→ **WORK ORDER**: Please transcribe the records precisely; pictures stay out of your copy.

→ **ENTRIES SUPPLIED**:
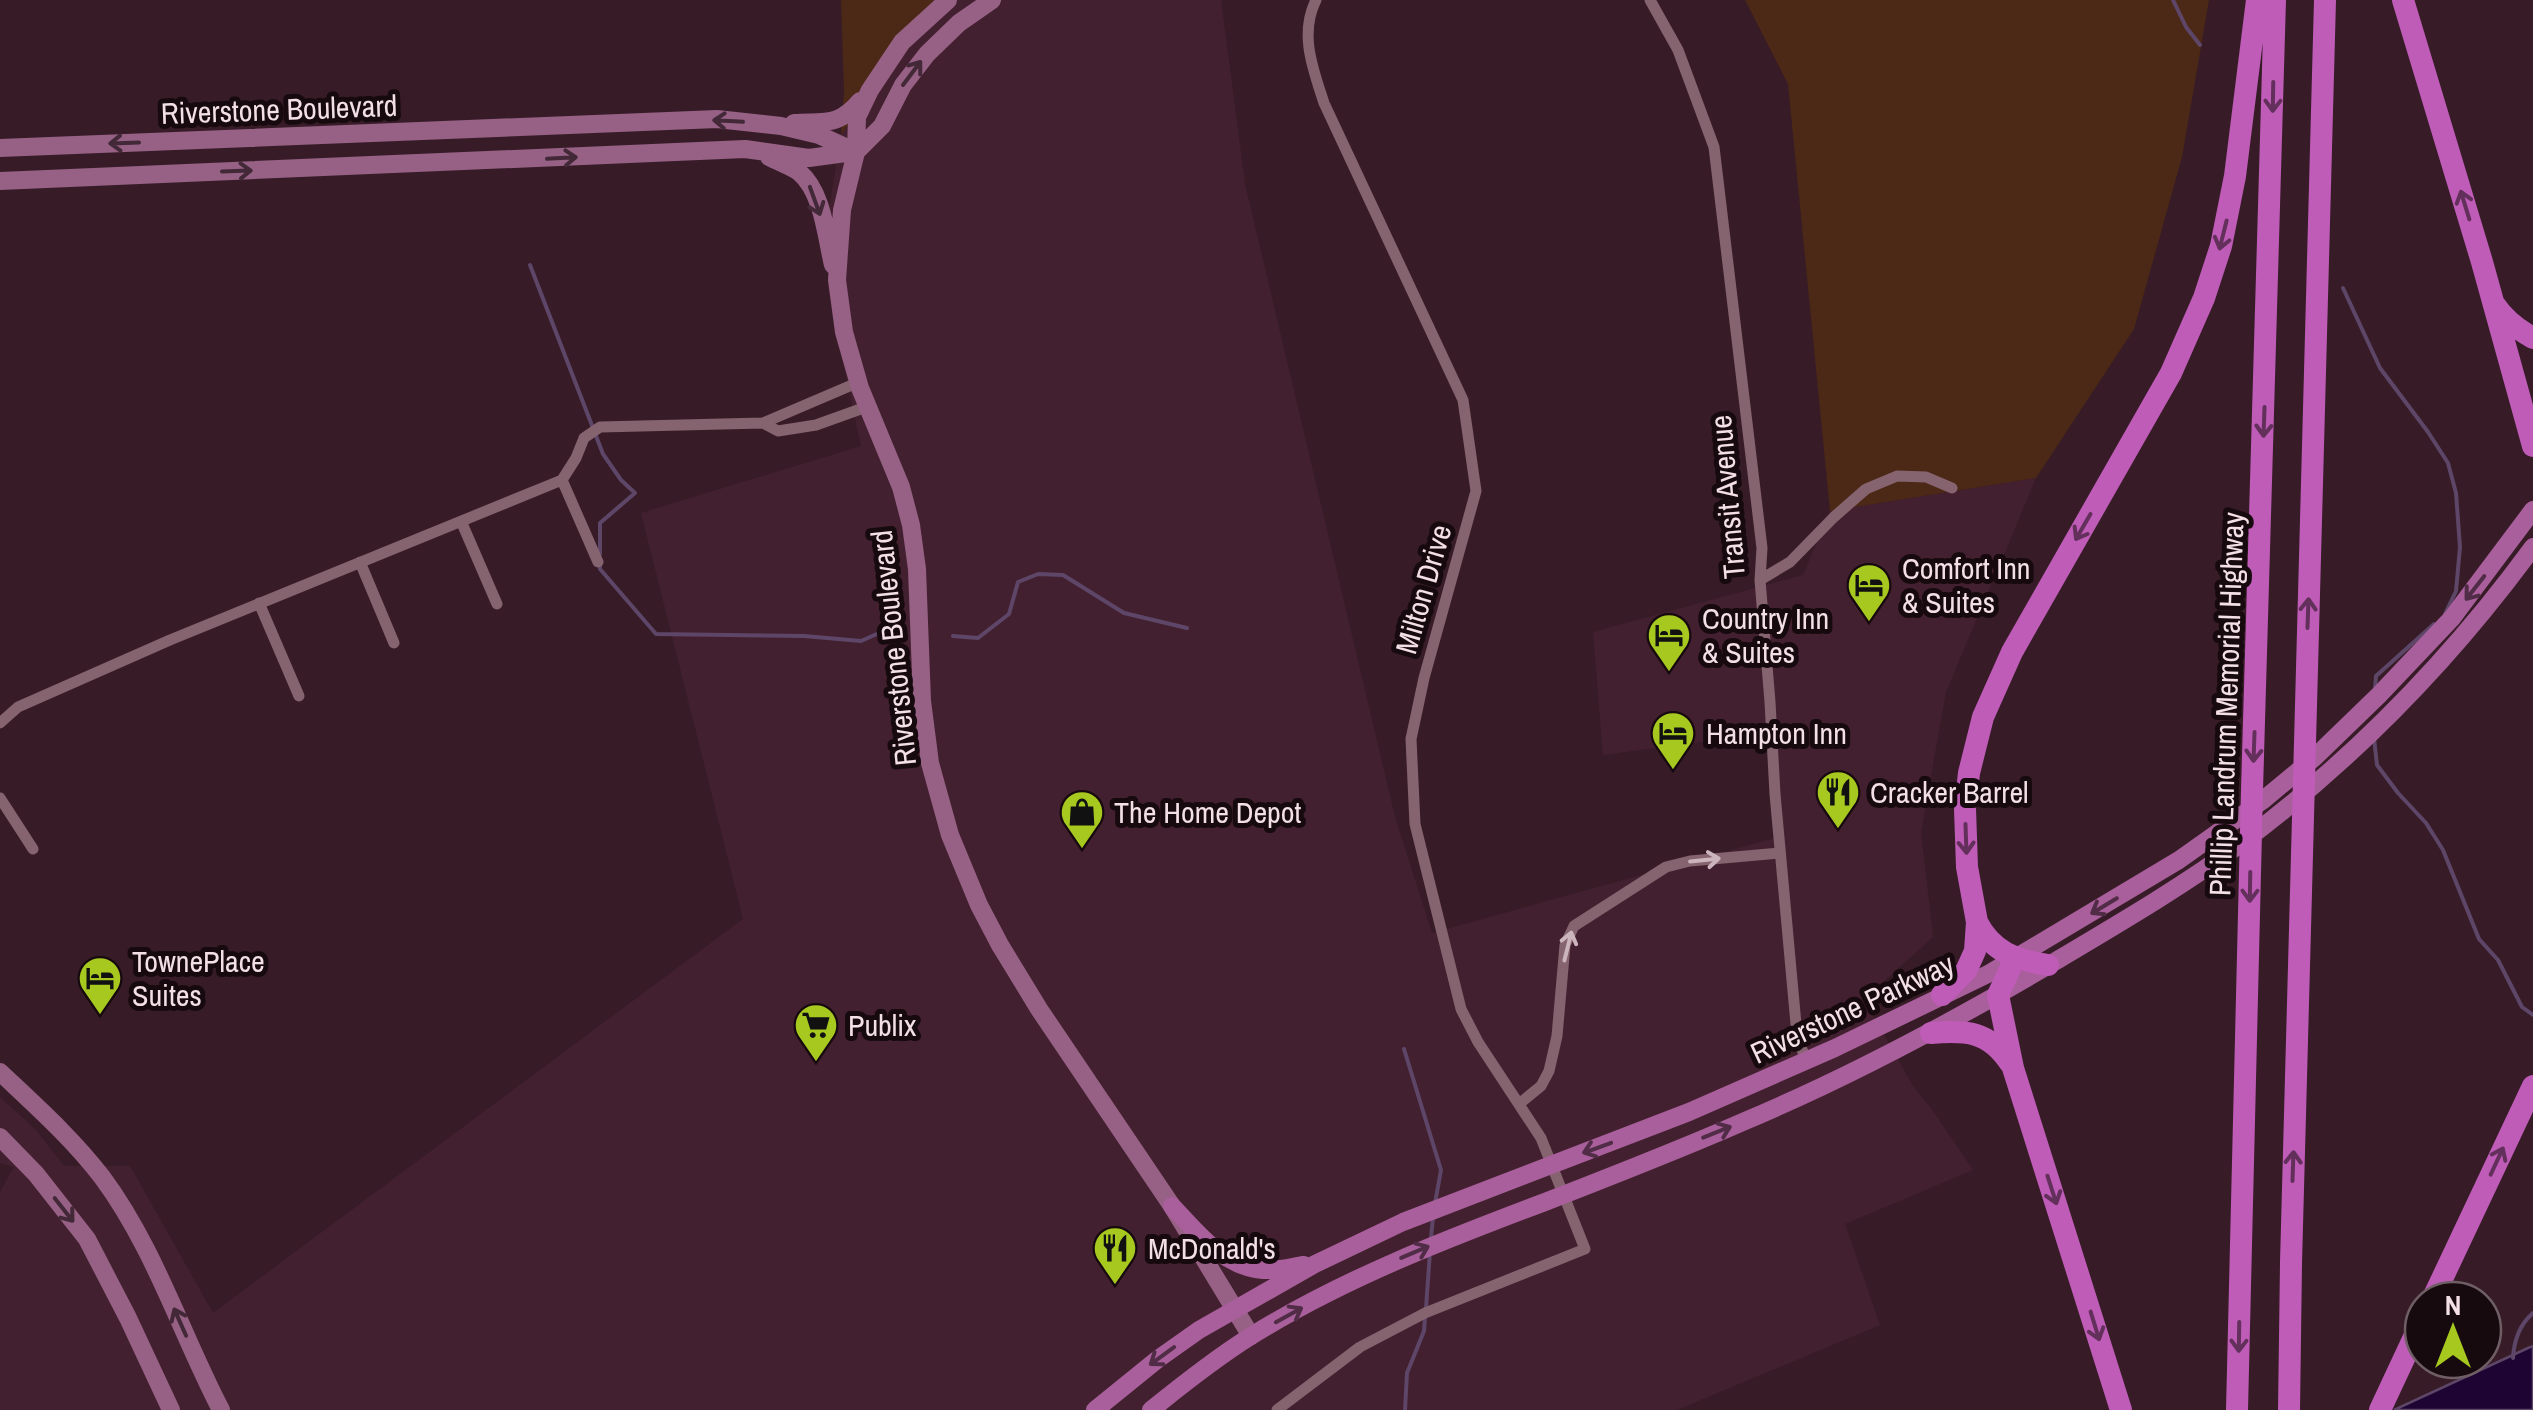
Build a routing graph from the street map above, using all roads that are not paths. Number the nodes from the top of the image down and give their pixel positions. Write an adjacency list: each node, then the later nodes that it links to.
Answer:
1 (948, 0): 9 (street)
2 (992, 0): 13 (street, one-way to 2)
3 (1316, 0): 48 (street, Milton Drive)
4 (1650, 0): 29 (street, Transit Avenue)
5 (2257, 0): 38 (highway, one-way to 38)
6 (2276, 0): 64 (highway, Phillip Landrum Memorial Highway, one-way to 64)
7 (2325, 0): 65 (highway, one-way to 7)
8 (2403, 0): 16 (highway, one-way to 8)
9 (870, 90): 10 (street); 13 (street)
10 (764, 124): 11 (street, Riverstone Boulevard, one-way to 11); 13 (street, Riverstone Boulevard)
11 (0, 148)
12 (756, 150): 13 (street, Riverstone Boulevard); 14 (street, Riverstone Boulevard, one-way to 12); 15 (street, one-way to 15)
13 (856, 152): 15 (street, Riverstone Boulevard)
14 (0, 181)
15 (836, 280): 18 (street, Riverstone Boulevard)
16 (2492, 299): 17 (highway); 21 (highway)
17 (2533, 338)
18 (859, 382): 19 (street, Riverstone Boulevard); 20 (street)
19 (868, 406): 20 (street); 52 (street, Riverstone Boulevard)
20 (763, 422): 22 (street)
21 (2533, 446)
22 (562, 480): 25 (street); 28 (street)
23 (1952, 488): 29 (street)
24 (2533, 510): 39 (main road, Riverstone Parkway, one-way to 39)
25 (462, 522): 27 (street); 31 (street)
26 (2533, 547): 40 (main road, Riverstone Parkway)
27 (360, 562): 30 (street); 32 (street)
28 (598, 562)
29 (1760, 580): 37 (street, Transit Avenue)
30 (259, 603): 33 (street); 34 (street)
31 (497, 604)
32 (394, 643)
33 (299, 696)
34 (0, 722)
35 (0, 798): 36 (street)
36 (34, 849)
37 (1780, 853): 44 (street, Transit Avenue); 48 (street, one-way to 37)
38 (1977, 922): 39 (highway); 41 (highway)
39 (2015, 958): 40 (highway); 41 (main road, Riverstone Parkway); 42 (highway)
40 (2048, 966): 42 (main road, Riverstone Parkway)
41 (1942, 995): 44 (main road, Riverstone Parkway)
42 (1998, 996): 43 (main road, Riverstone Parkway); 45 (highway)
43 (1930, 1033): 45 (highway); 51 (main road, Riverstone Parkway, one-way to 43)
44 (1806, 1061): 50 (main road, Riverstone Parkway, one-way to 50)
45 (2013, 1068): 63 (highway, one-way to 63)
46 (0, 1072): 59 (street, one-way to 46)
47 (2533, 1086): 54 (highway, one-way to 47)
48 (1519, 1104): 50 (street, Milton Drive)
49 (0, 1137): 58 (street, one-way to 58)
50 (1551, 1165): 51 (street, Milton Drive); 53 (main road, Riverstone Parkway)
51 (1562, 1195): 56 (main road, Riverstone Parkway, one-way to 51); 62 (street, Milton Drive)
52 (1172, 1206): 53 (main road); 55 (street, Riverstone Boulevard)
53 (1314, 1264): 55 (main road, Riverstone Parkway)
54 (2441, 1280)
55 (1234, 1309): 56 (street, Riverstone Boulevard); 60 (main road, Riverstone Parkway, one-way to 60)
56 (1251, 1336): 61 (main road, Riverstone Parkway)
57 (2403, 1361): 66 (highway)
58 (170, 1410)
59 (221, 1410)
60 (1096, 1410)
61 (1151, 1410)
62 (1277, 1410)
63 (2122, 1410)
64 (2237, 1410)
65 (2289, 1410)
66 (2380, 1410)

→ **EXERCISE SOLUTION**:
Build a routing graph from the street map above, using all roads that are not paths. Number the nodes from the top of the image down and give their pixel positions. Write an adjacency list: each node, then the later nodes that it links to.
Answer:
1 (948, 0): 9 (street)
2 (992, 0): 13 (street, one-way to 2)
3 (1316, 0): 48 (street, Milton Drive)
4 (1650, 0): 29 (street, Transit Avenue)
5 (2257, 0): 38 (highway, one-way to 38)
6 (2276, 0): 64 (highway, Phillip Landrum Memorial Highway, one-way to 64)
7 (2325, 0): 65 (highway, one-way to 7)
8 (2403, 0): 16 (highway, one-way to 8)
9 (870, 90): 10 (street); 13 (street)
10 (764, 124): 11 (street, Riverstone Boulevard, one-way to 11); 13 (street, Riverstone Boulevard)
11 (0, 148)
12 (756, 150): 13 (street, Riverstone Boulevard); 14 (street, Riverstone Boulevard, one-way to 12); 15 (street, one-way to 15)
13 (856, 152): 15 (street, Riverstone Boulevard)
14 (0, 181)
15 (836, 280): 18 (street, Riverstone Boulevard)
16 (2492, 299): 17 (highway); 21 (highway)
17 (2533, 338)
18 (859, 382): 19 (street, Riverstone Boulevard); 20 (street)
19 (868, 406): 20 (street); 52 (street, Riverstone Boulevard)
20 (763, 422): 22 (street)
21 (2533, 446)
22 (562, 480): 25 (street); 28 (street)
23 (1952, 488): 29 (street)
24 (2533, 510): 39 (main road, Riverstone Parkway, one-way to 39)
25 (462, 522): 27 (street); 31 (street)
26 (2533, 547): 40 (main road, Riverstone Parkway)
27 (360, 562): 30 (street); 32 (street)
28 (598, 562)
29 (1760, 580): 37 (street, Transit Avenue)
30 (259, 603): 33 (street); 34 (street)
31 (497, 604)
32 (394, 643)
33 (299, 696)
34 (0, 722)
35 (0, 798): 36 (street)
36 (34, 849)
37 (1780, 853): 44 (street, Transit Avenue); 48 (street, one-way to 37)
38 (1977, 922): 39 (highway); 41 (highway)
39 (2015, 958): 40 (highway); 41 (main road, Riverstone Parkway); 42 (highway)
40 (2048, 966): 42 (main road, Riverstone Parkway)
41 (1942, 995): 44 (main road, Riverstone Parkway)
42 (1998, 996): 43 (main road, Riverstone Parkway); 45 (highway)
43 (1930, 1033): 45 (highway); 51 (main road, Riverstone Parkway, one-way to 43)
44 (1806, 1061): 50 (main road, Riverstone Parkway, one-way to 50)
45 (2013, 1068): 63 (highway, one-way to 63)
46 (0, 1072): 59 (street, one-way to 46)
47 (2533, 1086): 54 (highway, one-way to 47)
48 (1519, 1104): 50 (street, Milton Drive)
49 (0, 1137): 58 (street, one-way to 58)
50 (1551, 1165): 51 (street, Milton Drive); 53 (main road, Riverstone Parkway)
51 (1562, 1195): 56 (main road, Riverstone Parkway, one-way to 51); 62 (street, Milton Drive)
52 (1172, 1206): 53 (main road); 55 (street, Riverstone Boulevard)
53 (1314, 1264): 55 (main road, Riverstone Parkway)
54 (2441, 1280)
55 (1234, 1309): 56 (street, Riverstone Boulevard); 60 (main road, Riverstone Parkway, one-way to 60)
56 (1251, 1336): 61 (main road, Riverstone Parkway)
57 (2403, 1361): 66 (highway)
58 (170, 1410)
59 (221, 1410)
60 (1096, 1410)
61 (1151, 1410)
62 (1277, 1410)
63 (2122, 1410)
64 (2237, 1410)
65 (2289, 1410)
66 (2380, 1410)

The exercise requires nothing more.